__Task__: From the line containing "Digitize the connectivity of all roads that" to the last line of the records, reproduce every line exactly and print nothing else.
Entries supplied Start Marker
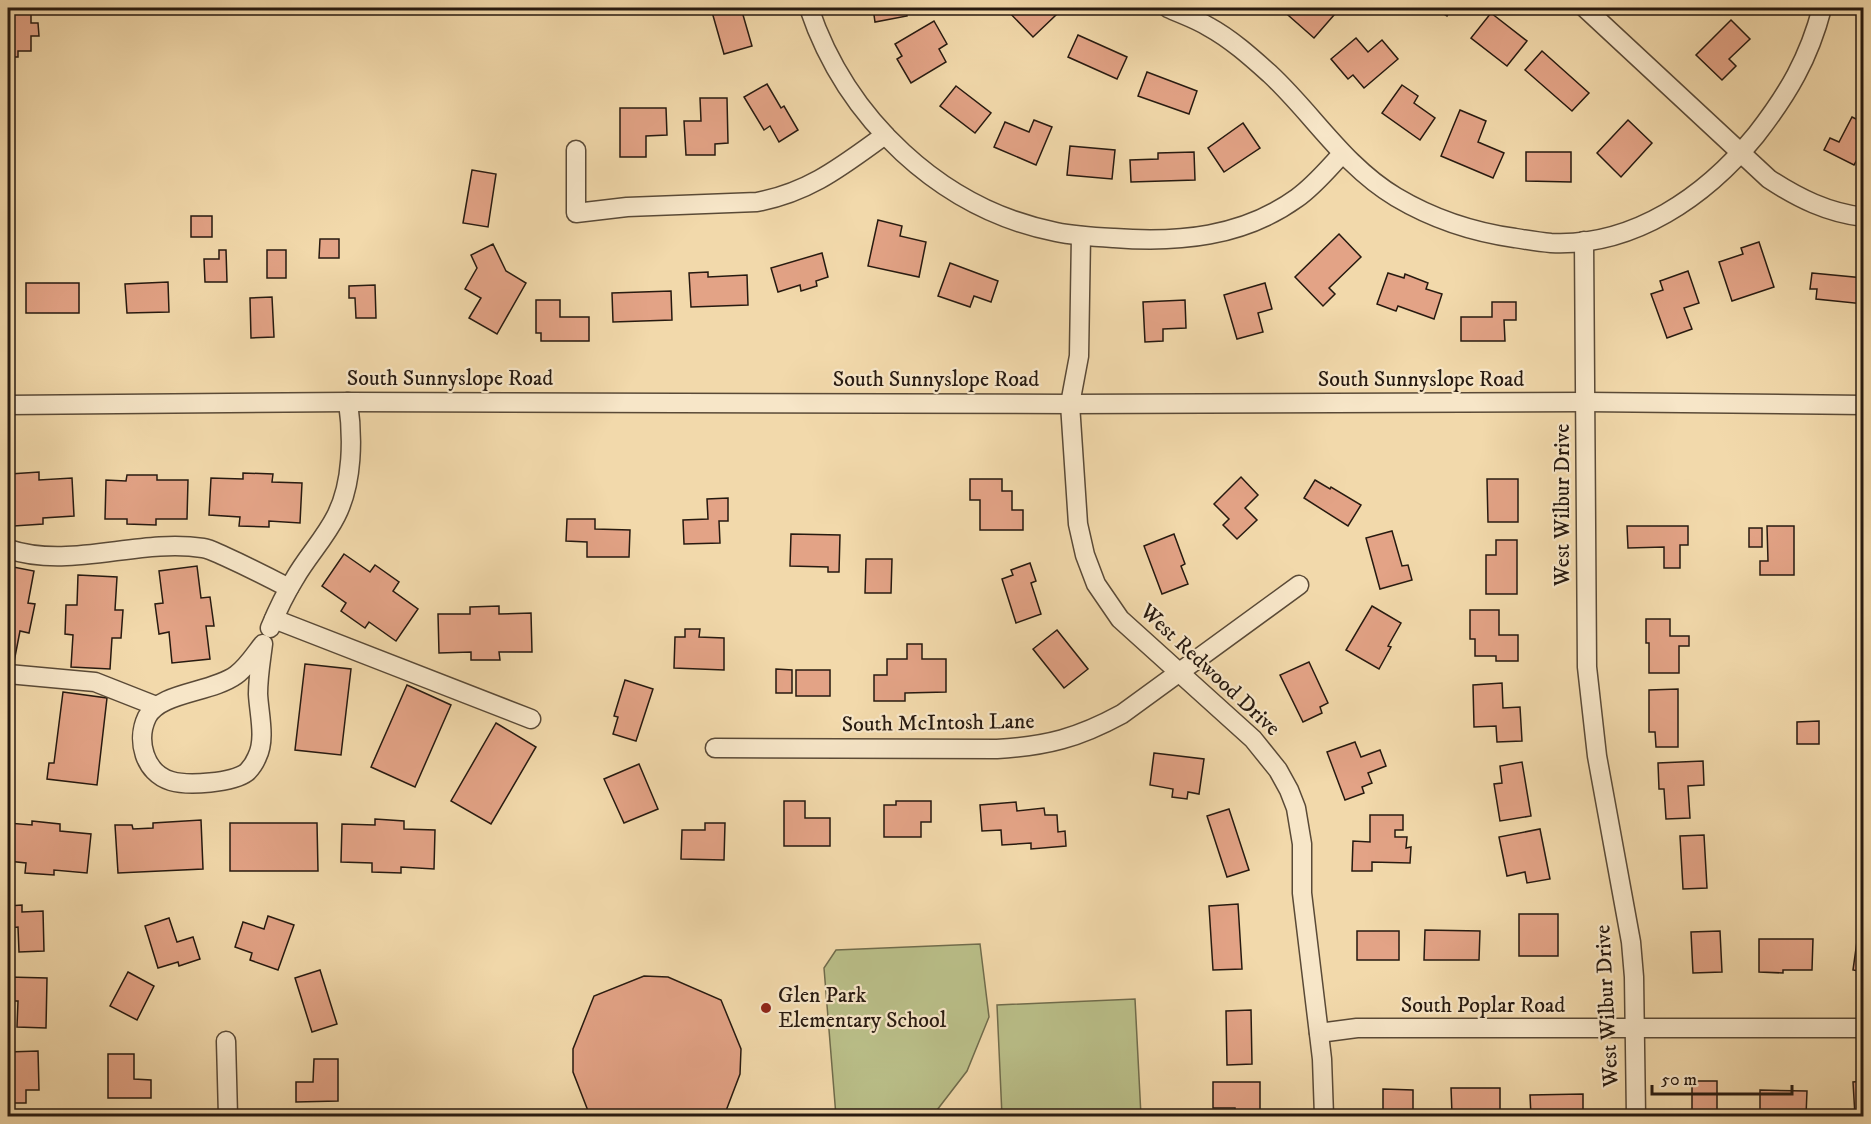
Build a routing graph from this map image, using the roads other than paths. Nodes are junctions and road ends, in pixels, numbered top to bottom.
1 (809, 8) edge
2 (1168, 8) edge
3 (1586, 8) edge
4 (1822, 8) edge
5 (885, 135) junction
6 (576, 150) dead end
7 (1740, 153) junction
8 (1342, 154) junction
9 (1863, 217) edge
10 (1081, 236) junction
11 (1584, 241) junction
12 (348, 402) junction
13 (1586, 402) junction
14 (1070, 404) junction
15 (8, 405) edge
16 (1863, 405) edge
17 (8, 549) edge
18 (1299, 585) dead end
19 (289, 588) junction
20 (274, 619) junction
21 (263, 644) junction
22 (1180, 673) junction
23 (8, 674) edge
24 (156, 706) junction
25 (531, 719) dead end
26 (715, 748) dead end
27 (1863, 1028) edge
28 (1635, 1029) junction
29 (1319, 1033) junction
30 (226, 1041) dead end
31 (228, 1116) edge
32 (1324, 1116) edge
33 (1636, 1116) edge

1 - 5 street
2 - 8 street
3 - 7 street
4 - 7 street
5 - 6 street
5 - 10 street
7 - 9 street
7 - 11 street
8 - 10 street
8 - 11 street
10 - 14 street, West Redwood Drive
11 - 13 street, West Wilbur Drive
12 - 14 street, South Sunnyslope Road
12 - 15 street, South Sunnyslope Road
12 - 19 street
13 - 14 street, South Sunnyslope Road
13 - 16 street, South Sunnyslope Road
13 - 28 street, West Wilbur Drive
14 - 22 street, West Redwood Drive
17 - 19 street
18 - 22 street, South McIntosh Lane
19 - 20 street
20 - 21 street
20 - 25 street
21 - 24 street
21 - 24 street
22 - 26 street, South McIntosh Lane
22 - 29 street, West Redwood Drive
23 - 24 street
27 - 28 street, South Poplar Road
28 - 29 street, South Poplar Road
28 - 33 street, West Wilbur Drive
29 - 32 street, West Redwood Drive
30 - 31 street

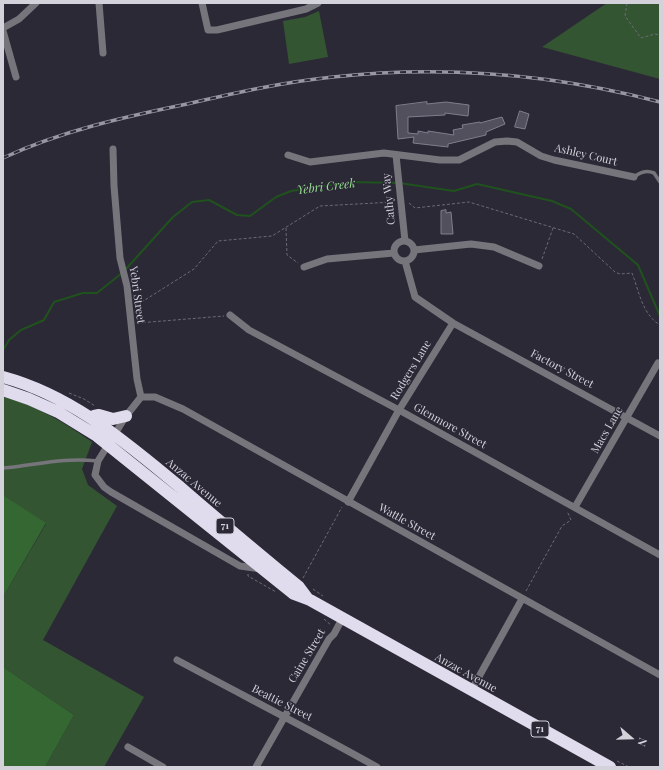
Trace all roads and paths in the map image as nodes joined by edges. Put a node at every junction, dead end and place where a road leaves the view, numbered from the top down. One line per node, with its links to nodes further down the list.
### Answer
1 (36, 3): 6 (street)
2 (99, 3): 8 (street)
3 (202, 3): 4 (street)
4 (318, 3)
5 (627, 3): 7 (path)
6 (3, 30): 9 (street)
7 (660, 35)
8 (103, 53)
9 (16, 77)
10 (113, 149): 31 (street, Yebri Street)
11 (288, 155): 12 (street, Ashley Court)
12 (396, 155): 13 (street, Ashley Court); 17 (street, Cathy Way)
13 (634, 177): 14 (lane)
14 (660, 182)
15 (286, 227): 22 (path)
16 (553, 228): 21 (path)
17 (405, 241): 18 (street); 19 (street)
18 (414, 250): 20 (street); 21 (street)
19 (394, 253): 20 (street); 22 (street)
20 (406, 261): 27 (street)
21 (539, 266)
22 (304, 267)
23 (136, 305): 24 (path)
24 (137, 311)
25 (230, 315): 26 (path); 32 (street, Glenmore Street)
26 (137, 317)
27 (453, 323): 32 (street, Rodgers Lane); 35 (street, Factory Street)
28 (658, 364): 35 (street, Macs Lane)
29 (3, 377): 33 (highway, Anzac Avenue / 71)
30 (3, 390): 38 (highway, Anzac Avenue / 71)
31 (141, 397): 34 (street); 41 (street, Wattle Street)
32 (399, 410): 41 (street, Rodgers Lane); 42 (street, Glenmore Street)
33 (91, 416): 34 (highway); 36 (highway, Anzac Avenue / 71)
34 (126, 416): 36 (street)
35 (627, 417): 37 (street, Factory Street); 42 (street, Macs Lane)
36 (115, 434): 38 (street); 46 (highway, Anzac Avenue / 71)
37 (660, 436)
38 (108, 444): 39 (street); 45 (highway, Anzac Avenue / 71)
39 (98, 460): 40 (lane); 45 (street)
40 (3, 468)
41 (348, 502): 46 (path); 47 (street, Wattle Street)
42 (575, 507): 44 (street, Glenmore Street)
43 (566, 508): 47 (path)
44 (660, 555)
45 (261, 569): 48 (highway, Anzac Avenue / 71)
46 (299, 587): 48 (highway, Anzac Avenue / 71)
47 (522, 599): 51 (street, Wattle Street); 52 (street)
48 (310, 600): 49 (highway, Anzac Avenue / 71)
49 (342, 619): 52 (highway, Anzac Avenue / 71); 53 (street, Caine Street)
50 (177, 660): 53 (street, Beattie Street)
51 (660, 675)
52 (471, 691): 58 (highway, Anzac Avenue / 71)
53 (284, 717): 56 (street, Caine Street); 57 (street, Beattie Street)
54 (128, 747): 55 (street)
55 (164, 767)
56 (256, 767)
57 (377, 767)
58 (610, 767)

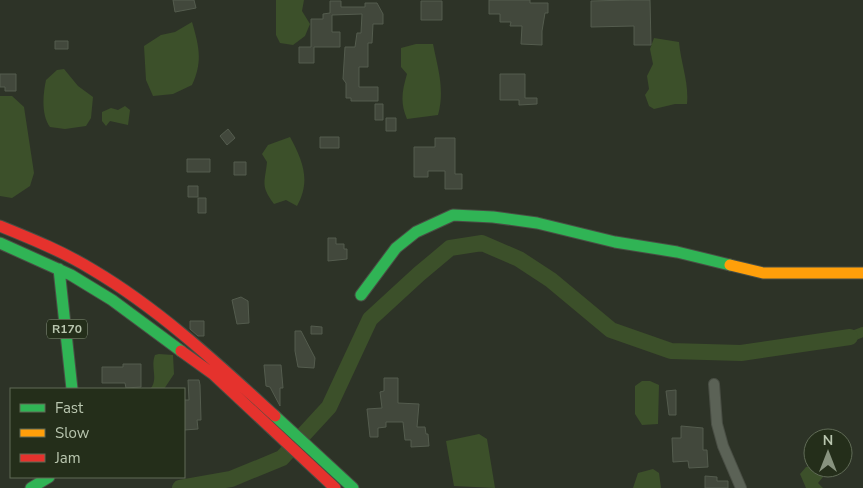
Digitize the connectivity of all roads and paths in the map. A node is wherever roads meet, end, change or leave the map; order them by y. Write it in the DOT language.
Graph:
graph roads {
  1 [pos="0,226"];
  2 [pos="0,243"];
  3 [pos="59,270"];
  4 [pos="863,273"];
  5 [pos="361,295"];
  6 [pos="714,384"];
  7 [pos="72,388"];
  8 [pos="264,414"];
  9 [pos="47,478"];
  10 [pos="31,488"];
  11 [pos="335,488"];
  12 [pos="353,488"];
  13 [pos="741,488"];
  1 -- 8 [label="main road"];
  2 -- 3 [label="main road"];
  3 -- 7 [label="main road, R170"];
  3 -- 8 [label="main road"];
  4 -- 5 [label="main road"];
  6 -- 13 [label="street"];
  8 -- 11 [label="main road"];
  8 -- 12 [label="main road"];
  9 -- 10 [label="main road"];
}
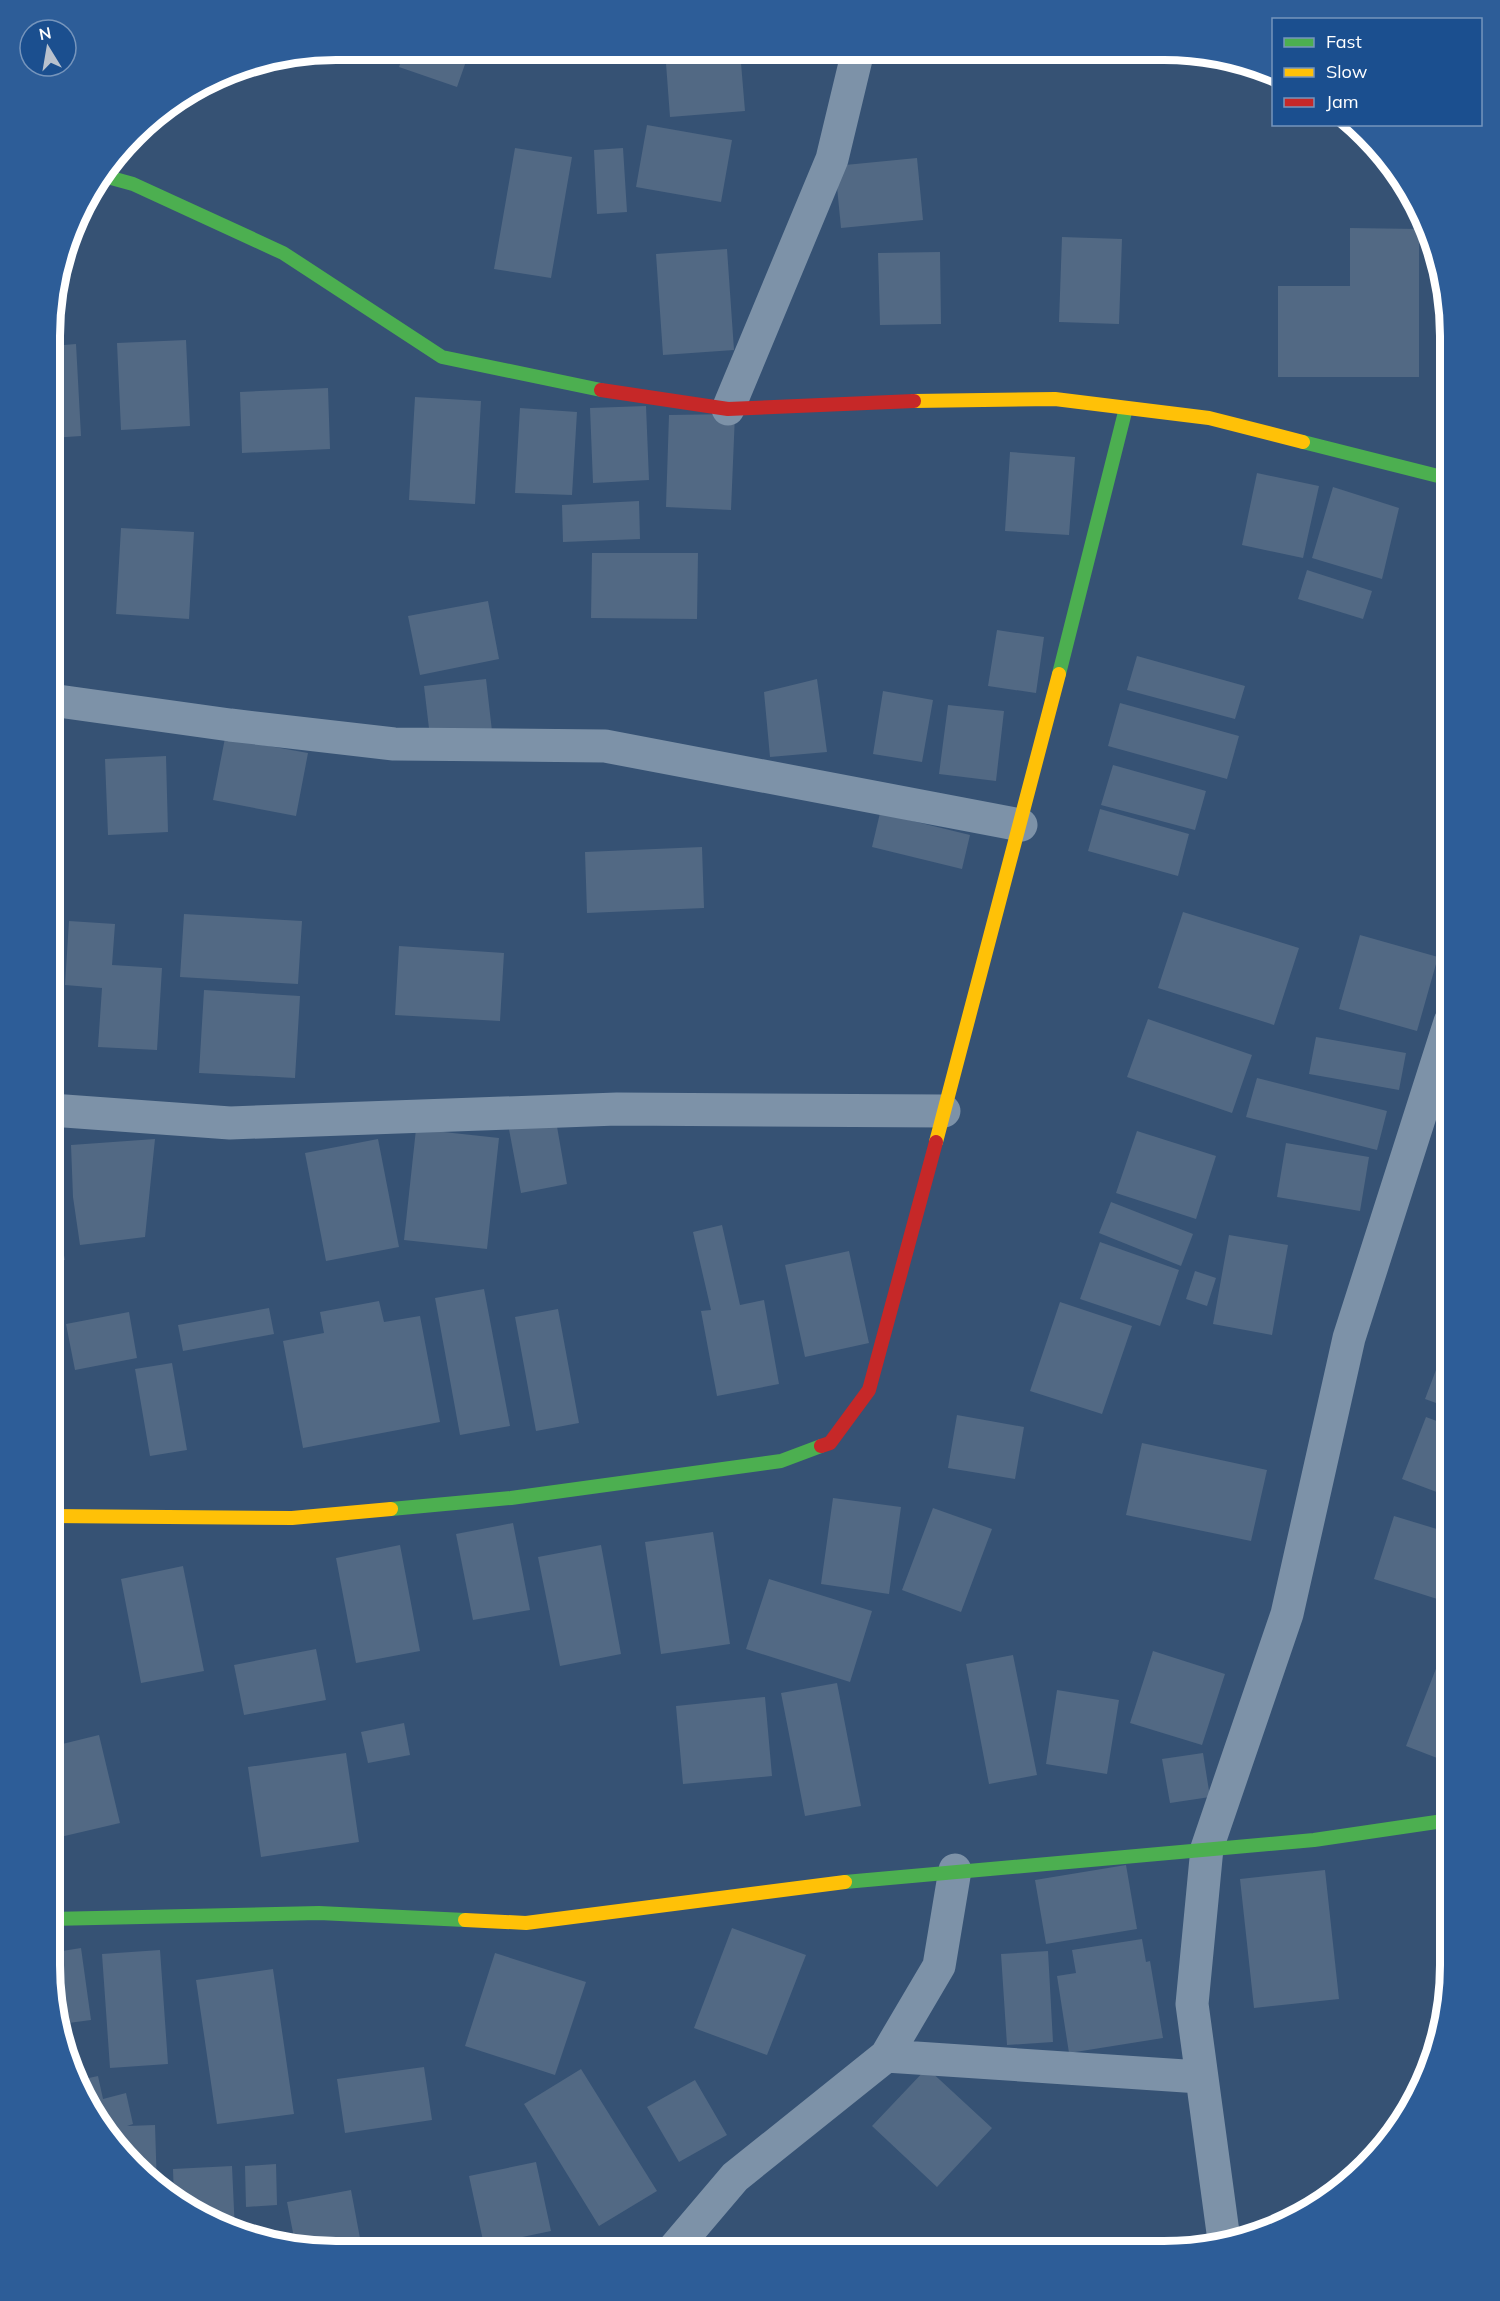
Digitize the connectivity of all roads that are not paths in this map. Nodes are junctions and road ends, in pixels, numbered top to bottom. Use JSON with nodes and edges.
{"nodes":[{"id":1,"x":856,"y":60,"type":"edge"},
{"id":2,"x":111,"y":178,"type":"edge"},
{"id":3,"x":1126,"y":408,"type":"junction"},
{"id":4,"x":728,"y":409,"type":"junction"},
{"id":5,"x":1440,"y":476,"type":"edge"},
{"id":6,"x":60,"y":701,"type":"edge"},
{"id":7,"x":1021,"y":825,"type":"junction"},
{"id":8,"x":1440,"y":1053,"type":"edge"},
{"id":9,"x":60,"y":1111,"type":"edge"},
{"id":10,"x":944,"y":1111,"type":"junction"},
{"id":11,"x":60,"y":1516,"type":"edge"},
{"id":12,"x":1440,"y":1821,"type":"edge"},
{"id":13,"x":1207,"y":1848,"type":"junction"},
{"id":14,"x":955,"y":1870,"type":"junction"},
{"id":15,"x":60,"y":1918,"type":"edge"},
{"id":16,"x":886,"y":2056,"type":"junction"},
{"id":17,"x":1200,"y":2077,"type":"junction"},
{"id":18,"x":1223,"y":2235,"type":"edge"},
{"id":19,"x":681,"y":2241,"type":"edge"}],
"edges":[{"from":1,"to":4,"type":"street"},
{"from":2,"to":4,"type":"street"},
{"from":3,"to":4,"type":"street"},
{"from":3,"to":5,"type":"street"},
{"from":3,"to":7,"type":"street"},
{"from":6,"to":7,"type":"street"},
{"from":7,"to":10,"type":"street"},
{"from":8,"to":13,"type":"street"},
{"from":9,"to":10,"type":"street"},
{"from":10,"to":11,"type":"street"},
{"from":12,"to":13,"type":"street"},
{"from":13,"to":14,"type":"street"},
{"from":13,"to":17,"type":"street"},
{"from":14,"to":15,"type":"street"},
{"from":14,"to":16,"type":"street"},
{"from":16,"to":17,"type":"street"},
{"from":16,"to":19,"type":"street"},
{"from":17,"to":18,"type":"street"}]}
Entries supplied End Marker
__Exercise answer__:
Digitize the connectivity of all roads that are not paths in this map. Nodes are junctions and road ends, in pixels, numbered top to bottom. Use JSON with nodes and edges.
{"nodes":[{"id":1,"x":856,"y":60,"type":"edge"},
{"id":2,"x":111,"y":178,"type":"edge"},
{"id":3,"x":1126,"y":408,"type":"junction"},
{"id":4,"x":728,"y":409,"type":"junction"},
{"id":5,"x":1440,"y":476,"type":"edge"},
{"id":6,"x":60,"y":701,"type":"edge"},
{"id":7,"x":1021,"y":825,"type":"junction"},
{"id":8,"x":1440,"y":1053,"type":"edge"},
{"id":9,"x":60,"y":1111,"type":"edge"},
{"id":10,"x":944,"y":1111,"type":"junction"},
{"id":11,"x":60,"y":1516,"type":"edge"},
{"id":12,"x":1440,"y":1821,"type":"edge"},
{"id":13,"x":1207,"y":1848,"type":"junction"},
{"id":14,"x":955,"y":1870,"type":"junction"},
{"id":15,"x":60,"y":1918,"type":"edge"},
{"id":16,"x":886,"y":2056,"type":"junction"},
{"id":17,"x":1200,"y":2077,"type":"junction"},
{"id":18,"x":1223,"y":2235,"type":"edge"},
{"id":19,"x":681,"y":2241,"type":"edge"}],
"edges":[{"from":1,"to":4,"type":"street"},
{"from":2,"to":4,"type":"street"},
{"from":3,"to":4,"type":"street"},
{"from":3,"to":5,"type":"street"},
{"from":3,"to":7,"type":"street"},
{"from":6,"to":7,"type":"street"},
{"from":7,"to":10,"type":"street"},
{"from":8,"to":13,"type":"street"},
{"from":9,"to":10,"type":"street"},
{"from":10,"to":11,"type":"street"},
{"from":12,"to":13,"type":"street"},
{"from":13,"to":14,"type":"street"},
{"from":13,"to":17,"type":"street"},
{"from":14,"to":15,"type":"street"},
{"from":14,"to":16,"type":"street"},
{"from":16,"to":17,"type":"street"},
{"from":16,"to":19,"type":"street"},
{"from":17,"to":18,"type":"street"}]}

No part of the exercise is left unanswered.